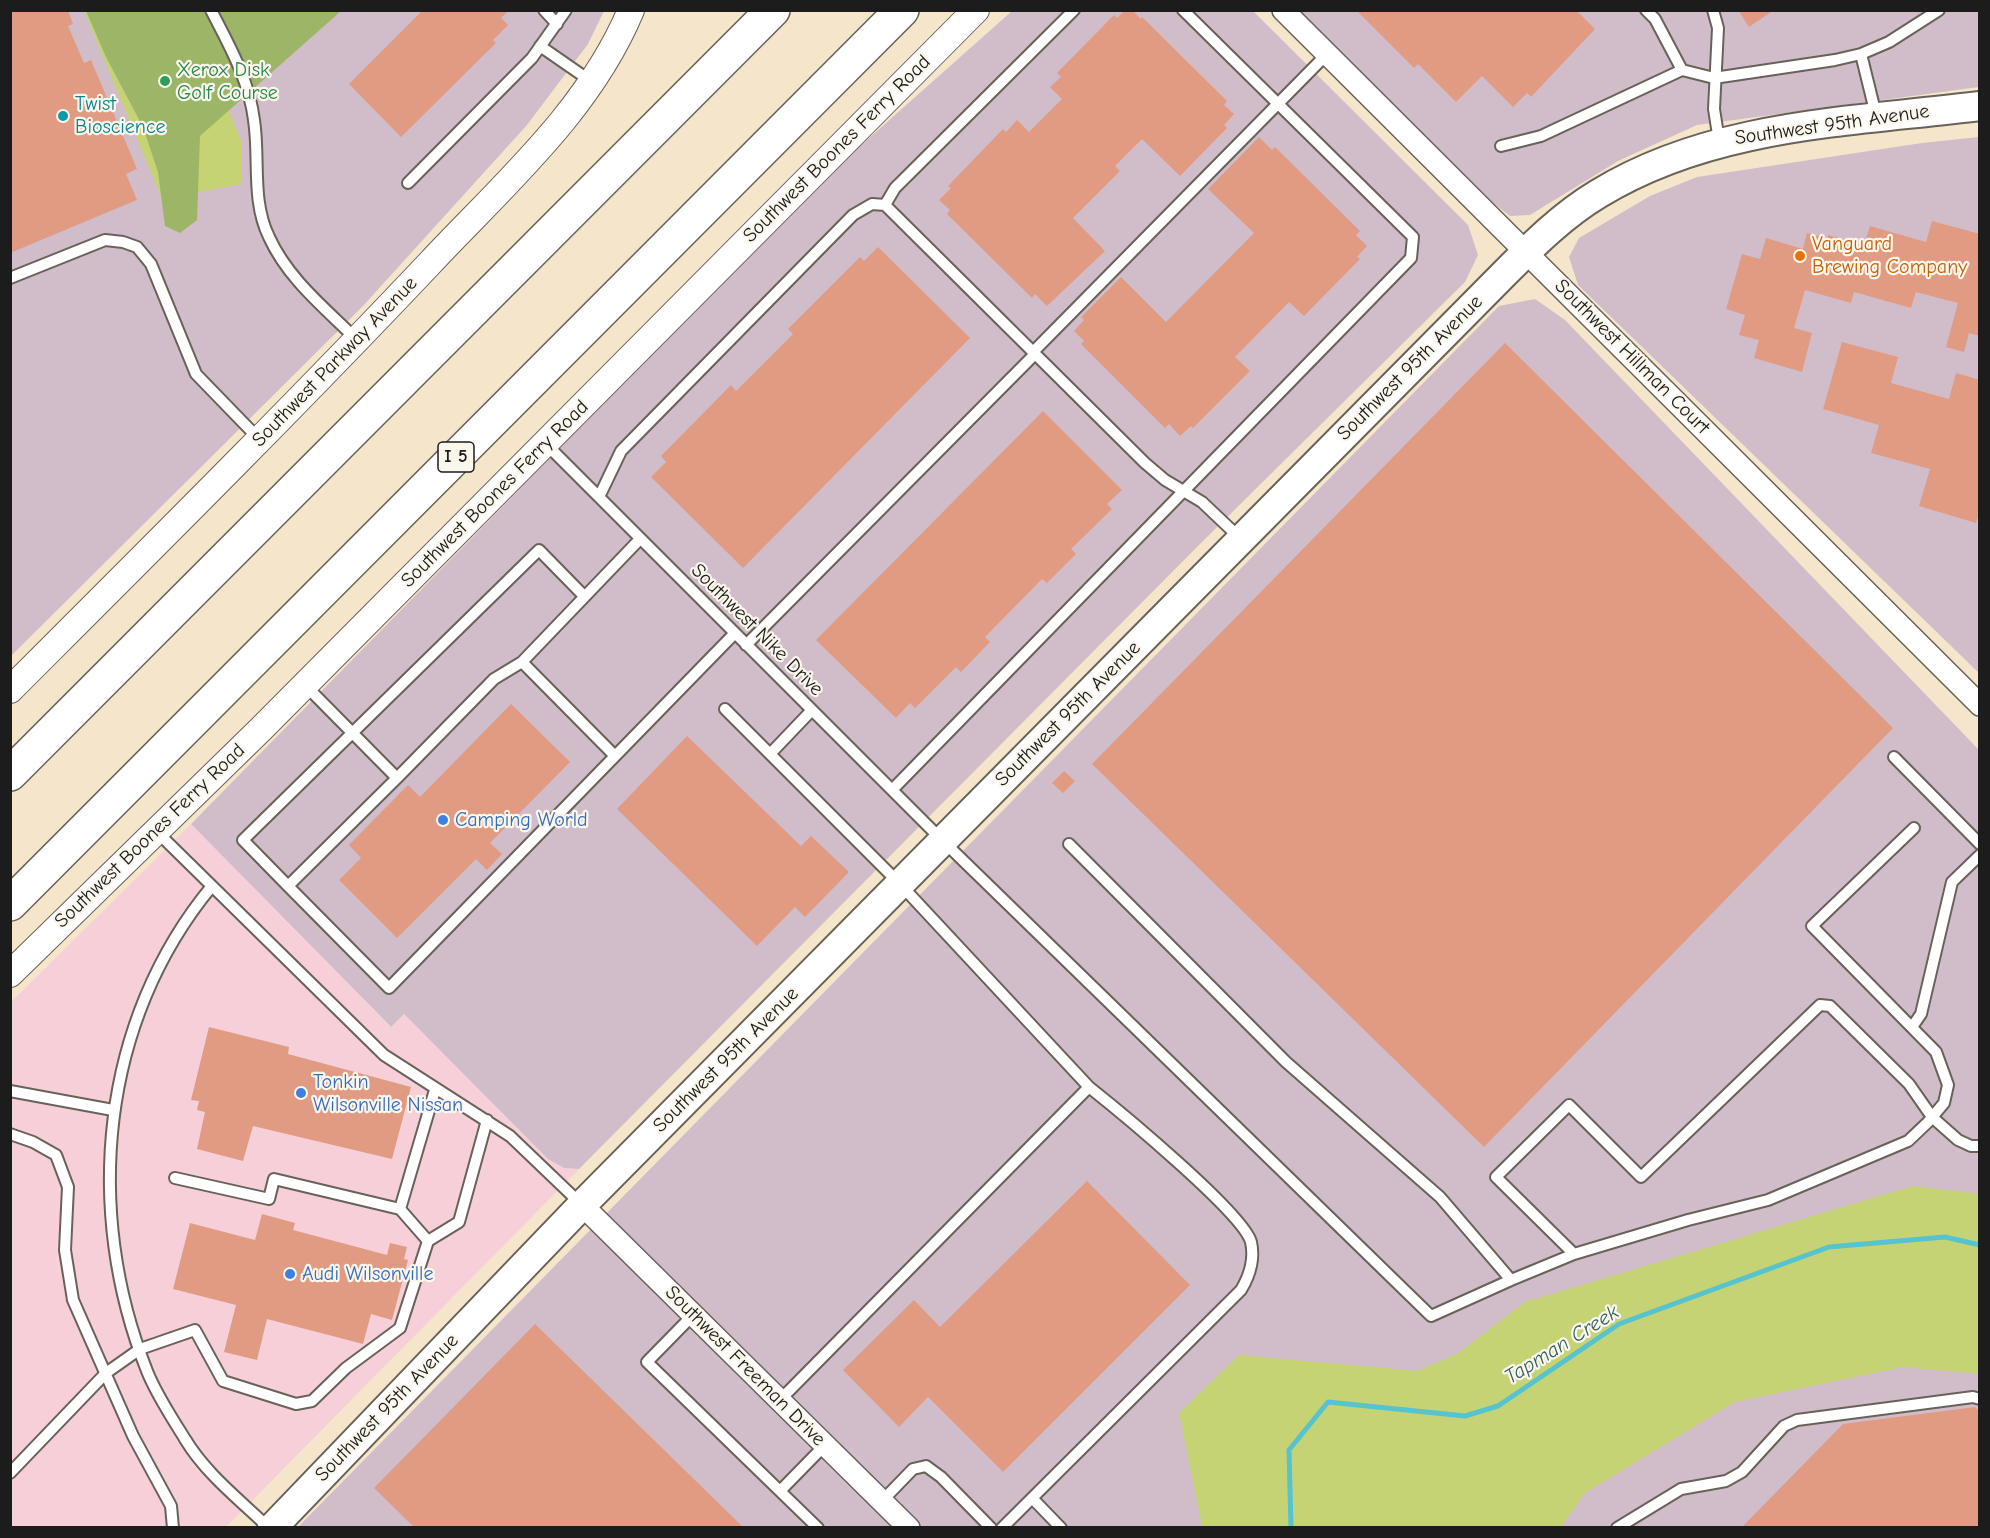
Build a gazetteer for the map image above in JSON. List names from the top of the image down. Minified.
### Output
{"streets":{"highway":["I 5"],"main road":["Southwest 95th Avenue"],"street":["Southwest Boones Ferry Road","Southwest Hillman Court","Southwest Parkway Avenue","Southwest Freeman Drive"],"lane":["Southwest Nike Drive"]},"crossings":[["Southwest 95th Avenue","Southwest Hillman Court"],["Southwest 95th Avenue","Southwest Nike Drive"],["Southwest 95th Avenue","Southwest Freeman Drive"],["Southwest Boones Ferry Road","Southwest Nike Drive"]],"water":["Tapman Creek"],"places":["Xerox Disk Golf Course","Twist Bioscience","Vanguard Brewing Company","Camping World","Tonkin Wilsonville Nissan","Audi Wilsonville"]}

* Directions *
Return all of the material above unchanged, minus its pictures.

* Output for this task *
Build a gazetteer for the map image above in JSON. List names from the top of the image down. Minified.
### Output
{"streets":{"highway":["I 5"],"main road":["Southwest 95th Avenue"],"street":["Southwest Boones Ferry Road","Southwest Hillman Court","Southwest Parkway Avenue","Southwest Freeman Drive"],"lane":["Southwest Nike Drive"]},"crossings":[["Southwest 95th Avenue","Southwest Hillman Court"],["Southwest 95th Avenue","Southwest Nike Drive"],["Southwest 95th Avenue","Southwest Freeman Drive"],["Southwest Boones Ferry Road","Southwest Nike Drive"]],"water":["Tapman Creek"],"places":["Xerox Disk Golf Course","Twist Bioscience","Vanguard Brewing Company","Camping World","Tonkin Wilsonville Nissan","Audi Wilsonville"]}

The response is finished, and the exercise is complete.